● Your instructions:
Copy out each line of the entries below in which the string "Please" appears.

[Dataset entries]
'''
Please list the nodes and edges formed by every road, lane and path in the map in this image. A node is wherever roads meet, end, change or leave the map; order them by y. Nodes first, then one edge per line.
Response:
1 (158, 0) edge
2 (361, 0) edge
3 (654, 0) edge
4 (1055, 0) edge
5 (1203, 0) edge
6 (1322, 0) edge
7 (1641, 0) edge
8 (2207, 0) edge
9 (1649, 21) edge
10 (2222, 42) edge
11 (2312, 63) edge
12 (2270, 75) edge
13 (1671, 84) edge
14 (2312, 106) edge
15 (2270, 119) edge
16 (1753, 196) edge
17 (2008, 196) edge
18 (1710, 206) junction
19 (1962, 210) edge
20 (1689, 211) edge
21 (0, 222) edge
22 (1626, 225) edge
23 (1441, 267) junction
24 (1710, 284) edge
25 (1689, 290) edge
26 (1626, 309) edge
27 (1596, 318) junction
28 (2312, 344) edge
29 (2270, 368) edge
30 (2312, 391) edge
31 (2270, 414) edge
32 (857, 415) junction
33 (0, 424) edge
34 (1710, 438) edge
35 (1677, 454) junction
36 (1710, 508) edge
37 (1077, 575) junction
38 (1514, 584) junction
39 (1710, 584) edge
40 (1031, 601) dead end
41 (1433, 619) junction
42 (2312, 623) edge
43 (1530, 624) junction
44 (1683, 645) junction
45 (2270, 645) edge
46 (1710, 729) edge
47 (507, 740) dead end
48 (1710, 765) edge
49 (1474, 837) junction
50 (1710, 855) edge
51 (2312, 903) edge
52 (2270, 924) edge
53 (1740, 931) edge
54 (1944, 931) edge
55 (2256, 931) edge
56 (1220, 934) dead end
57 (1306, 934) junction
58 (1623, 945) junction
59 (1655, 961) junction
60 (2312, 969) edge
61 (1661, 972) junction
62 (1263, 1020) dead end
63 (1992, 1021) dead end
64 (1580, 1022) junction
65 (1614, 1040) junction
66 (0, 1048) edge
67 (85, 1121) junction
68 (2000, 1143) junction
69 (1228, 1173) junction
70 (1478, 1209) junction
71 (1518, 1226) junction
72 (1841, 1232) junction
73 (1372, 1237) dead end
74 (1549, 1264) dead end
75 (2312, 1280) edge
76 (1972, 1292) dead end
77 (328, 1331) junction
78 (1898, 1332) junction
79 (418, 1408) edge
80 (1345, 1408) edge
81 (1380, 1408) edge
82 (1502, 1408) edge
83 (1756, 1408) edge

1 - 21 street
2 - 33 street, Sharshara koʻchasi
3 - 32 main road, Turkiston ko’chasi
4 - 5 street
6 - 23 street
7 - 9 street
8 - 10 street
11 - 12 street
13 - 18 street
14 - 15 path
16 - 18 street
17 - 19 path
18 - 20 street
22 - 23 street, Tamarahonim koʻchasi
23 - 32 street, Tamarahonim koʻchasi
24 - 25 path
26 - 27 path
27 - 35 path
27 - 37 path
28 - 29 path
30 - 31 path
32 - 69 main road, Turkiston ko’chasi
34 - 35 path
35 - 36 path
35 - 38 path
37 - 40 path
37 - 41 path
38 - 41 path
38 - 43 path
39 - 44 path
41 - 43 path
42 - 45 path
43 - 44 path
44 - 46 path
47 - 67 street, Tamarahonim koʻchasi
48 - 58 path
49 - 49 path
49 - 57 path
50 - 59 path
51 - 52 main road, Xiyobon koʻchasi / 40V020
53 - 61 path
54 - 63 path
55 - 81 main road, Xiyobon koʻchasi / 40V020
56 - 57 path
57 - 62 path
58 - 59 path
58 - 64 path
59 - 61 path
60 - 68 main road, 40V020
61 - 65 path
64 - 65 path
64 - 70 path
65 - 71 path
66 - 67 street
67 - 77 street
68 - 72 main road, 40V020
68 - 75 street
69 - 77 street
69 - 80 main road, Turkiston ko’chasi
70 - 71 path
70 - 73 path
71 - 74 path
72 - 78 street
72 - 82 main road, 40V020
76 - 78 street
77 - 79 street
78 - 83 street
'''
'''
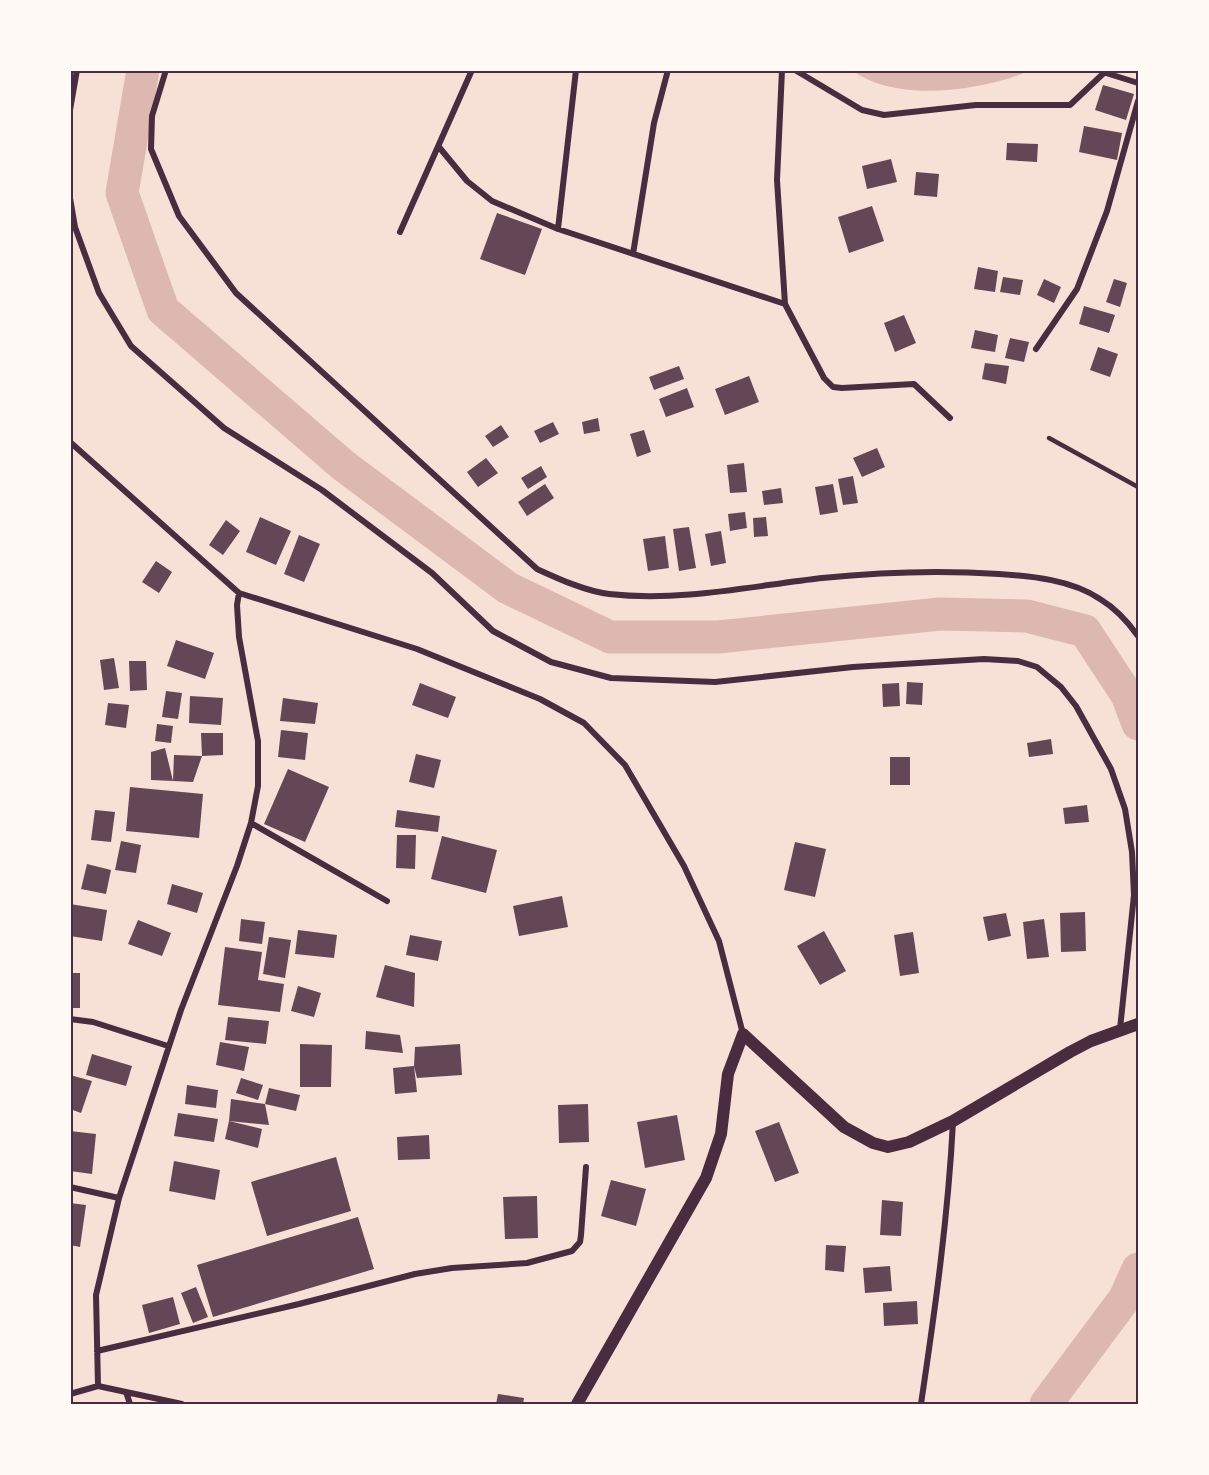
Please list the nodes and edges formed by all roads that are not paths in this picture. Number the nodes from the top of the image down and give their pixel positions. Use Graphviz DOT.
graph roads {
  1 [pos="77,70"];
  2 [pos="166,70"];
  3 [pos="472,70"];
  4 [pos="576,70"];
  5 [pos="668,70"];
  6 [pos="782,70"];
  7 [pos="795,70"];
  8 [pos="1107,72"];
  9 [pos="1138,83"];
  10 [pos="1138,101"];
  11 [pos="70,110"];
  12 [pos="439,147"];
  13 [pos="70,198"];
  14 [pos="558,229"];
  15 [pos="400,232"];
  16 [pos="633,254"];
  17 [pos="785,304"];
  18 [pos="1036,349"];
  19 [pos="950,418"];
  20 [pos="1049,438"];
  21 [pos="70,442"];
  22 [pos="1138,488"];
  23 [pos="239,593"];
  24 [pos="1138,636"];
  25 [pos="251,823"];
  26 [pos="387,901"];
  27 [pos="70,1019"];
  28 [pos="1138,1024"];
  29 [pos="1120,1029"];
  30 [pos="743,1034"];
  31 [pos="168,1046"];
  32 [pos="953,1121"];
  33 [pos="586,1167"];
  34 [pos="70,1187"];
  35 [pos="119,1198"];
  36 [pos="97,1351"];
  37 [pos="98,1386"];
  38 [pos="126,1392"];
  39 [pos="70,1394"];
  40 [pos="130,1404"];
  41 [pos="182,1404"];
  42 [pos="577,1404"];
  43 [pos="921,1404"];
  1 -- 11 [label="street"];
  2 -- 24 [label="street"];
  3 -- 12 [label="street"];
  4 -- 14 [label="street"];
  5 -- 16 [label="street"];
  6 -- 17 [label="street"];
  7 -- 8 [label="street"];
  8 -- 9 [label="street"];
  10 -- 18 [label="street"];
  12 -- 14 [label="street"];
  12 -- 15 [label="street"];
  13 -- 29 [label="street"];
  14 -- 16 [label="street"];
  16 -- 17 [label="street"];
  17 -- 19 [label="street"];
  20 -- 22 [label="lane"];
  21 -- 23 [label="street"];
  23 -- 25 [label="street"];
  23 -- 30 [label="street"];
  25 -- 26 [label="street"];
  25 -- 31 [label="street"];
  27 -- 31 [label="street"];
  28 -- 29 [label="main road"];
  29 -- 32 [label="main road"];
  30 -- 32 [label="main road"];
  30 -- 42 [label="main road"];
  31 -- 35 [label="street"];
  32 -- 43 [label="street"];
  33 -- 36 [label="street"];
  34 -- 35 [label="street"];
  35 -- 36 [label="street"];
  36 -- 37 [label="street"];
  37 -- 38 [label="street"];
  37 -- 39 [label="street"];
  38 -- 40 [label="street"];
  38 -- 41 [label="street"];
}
'''
● The answer:
Please list the nodes and edges formed by every road, lane and path in the map in this image. A node is wherever roads meet, end, change or leave the map; order them by y. Nodes first, then one edge per line.
Please list the nodes and edges formed by all roads that are not paths in this picture. Number the nodes from the top of the image down and give their pixel positions. Use Graphviz DOT.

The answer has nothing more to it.